NADIA LARGUET, ANCIENNE VEDETTE DE LA TÉLÉVISION

Nadia Larguet : La cinquantaine, toujours belle et rebelle


Crédit : Leila Alaoui


Désormais quinqua, Nadia Larguet n’a en rien renoncé à ce qui avait fait d’elle une des grandes vedettes du petit écran marocain à l’aube des années 2000: à savoir du culot, mais aussi “de l’intégrité et de l’engagement”, valeurs maîtresses qu’elle tente aujourd’hui d’inculquer à Suleïman Alexandre, son grand garçon de 14 ans qu’elle avait eu avec son défunt “extra-terrestre” de mari, Nour-Eddine Saïl.

“Quel luxe, le jour où la télécommande a fait son apparition.
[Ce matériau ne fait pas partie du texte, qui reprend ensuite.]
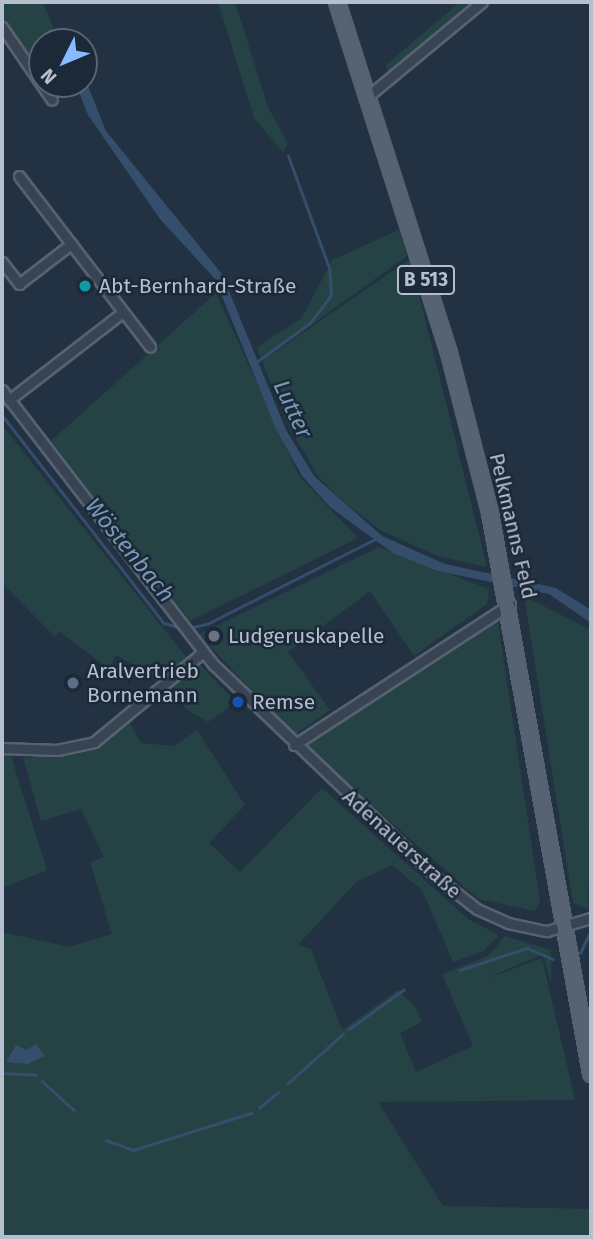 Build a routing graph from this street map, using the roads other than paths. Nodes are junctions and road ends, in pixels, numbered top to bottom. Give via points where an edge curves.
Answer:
1 (337, 2) edge
2 (482, 2) edge
3 (2, 27) edge
4 (367, 97) junction
5 (52, 100) dead end
6 (19, 176) dead end
7 (71, 244) junction
8 (2, 261) edge
9 (123, 312) junction
10 (150, 347) dead end
11 (2, 390) edge
12 (9, 400) junction
13 (508, 599) junction
14 (203, 652) junction
15 (294, 745) junction
16 (2, 748) edge
17 (591, 918) edge
18 (562, 928) junction
19 (591, 1074) edge

1 - 4 main road, Pelkmanns Feld / B 513
2 - 4 street
3 - 5 street
4 - 13 main road, Pelkmanns Feld / B 513 via 449,353
6 - 7 street
7 - 8 street via 19,284
7 - 9 street
9 - 10 street
9 - 12 street
11 - 12 street, Adenauerstraße
12 - 14 street, Adenauerstraße
13 - 15 street
13 - 18 main road, Pelkmanns Feld / B 513
14 - 15 street, Adenauerstraße
14 - 16 street via 94,742 57,751
15 - 18 street, Adenauerstraße via 460,898 508,923
17 - 18 street
18 - 19 main road, Pelkmanns Feld / B 513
On n’était plus obligé de se lever pour allumer la télévision”, raconte Nadia Larguet avec humour et légèreté, en revenant sur son enfance simple et joyeuse. “On se contentait de petites choses, avec mes deux soeurs”, confie l’ancienne animatrice vedette, passionnée depuis très jeune par cette petite boite qu’était la télévision à l’époque.
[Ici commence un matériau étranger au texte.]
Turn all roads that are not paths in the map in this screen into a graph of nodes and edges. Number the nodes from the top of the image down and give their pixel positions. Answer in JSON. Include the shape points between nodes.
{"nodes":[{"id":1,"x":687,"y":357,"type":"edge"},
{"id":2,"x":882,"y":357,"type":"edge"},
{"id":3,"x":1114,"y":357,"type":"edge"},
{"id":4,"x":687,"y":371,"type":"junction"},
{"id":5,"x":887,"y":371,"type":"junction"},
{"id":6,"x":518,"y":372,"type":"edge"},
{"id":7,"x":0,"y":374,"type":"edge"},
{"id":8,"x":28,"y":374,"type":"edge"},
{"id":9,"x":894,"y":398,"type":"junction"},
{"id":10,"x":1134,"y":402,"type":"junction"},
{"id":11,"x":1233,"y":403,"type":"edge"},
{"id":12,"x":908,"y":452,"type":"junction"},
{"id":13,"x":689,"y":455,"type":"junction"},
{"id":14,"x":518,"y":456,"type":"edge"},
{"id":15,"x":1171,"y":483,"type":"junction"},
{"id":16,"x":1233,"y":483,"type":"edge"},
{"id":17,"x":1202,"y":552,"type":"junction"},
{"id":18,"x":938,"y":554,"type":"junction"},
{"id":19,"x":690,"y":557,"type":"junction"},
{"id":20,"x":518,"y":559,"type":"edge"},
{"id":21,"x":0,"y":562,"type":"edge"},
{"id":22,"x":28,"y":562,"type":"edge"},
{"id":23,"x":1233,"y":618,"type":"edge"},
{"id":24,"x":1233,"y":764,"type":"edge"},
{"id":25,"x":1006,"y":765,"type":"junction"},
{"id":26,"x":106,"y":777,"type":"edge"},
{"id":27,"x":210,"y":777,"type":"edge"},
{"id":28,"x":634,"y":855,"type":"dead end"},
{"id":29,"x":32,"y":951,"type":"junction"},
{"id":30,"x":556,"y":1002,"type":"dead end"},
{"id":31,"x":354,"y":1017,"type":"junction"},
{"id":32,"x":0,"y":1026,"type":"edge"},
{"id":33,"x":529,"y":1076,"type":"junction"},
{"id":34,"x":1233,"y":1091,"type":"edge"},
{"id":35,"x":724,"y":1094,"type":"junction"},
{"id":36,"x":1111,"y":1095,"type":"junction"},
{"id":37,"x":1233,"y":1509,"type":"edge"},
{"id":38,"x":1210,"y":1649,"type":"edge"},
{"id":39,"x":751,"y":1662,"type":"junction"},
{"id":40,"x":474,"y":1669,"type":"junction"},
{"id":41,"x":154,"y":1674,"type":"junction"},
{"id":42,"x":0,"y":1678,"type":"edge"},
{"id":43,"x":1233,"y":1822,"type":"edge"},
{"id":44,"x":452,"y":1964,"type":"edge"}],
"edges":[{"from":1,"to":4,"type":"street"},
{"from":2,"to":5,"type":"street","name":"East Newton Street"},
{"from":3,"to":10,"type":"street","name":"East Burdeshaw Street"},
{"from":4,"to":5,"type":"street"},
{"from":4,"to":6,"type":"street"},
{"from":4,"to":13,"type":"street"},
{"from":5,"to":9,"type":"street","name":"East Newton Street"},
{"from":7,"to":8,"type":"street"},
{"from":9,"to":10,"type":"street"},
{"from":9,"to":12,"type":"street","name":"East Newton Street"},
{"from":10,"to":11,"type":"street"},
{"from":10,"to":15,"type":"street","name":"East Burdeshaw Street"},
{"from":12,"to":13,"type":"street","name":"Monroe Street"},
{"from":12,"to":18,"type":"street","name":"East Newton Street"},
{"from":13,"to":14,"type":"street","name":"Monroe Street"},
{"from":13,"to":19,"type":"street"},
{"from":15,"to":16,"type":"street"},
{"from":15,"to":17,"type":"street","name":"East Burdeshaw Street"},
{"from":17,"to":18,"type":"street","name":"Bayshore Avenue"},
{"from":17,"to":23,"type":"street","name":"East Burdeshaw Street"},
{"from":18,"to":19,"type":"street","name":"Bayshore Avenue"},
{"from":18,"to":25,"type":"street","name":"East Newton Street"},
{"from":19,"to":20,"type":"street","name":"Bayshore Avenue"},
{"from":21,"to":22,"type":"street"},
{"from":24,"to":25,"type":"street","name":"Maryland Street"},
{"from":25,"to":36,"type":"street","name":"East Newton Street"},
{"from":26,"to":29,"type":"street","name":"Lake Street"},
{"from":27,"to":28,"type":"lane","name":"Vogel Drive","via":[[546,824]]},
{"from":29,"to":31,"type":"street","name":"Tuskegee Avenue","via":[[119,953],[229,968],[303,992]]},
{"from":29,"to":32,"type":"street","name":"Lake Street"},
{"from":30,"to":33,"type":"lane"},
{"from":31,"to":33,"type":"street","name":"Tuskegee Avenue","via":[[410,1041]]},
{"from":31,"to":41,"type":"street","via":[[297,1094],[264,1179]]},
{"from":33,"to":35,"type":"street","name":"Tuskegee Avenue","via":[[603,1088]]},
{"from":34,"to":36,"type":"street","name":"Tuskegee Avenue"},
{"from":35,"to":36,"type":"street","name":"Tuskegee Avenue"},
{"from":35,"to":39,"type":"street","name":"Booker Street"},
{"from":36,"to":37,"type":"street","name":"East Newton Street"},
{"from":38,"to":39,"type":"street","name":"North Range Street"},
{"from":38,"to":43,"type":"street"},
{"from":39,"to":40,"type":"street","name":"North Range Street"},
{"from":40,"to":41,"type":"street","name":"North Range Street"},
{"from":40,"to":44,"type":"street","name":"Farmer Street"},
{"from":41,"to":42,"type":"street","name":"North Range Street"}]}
“Un jour, vous me verrez dedans”, disait- elle à ses parents, convaincue que sa passion la sauvera un jour, elle la dyslexique, “à la traîne à l’école”, selon ses propres mots, comparée à la majorité de ses camarades de classe, notamment au lycée Descartes à Rabat où elle décroche son bac au rattrapage. Mais ils n’étaient pas tous meilleurs qu’elle. Il y avait aussi son acolyte Younès El Aynaoui, «sur lequel elle ne pouvait même pas copier», mais qui deviendra plus tard l’un des premiers tennismen marocains et arabes à atteindre le top 20 ATP.

C’est dire que la réussite n’est pas forcément liée à un parcours scolaire brillant, mais à une flamme intérieure, un moral d’acier, une foi en ses rêves. Toute une génération se souvient d’elle: silhouette fine et élancée, look cool et chic, sa présence qui crève l’écran et sa joie de vivre qui contamine aussi bien les téléspectateurs que ses invités, des célébrités internationales de renoms (Gad Elmaleh, Julio Iglesias, Laurent Gerra, Franck Dubosc, ou encore les stars égyptiennes Nour El-Sherif, Boussy ou Ilham Shaheen, entre autres).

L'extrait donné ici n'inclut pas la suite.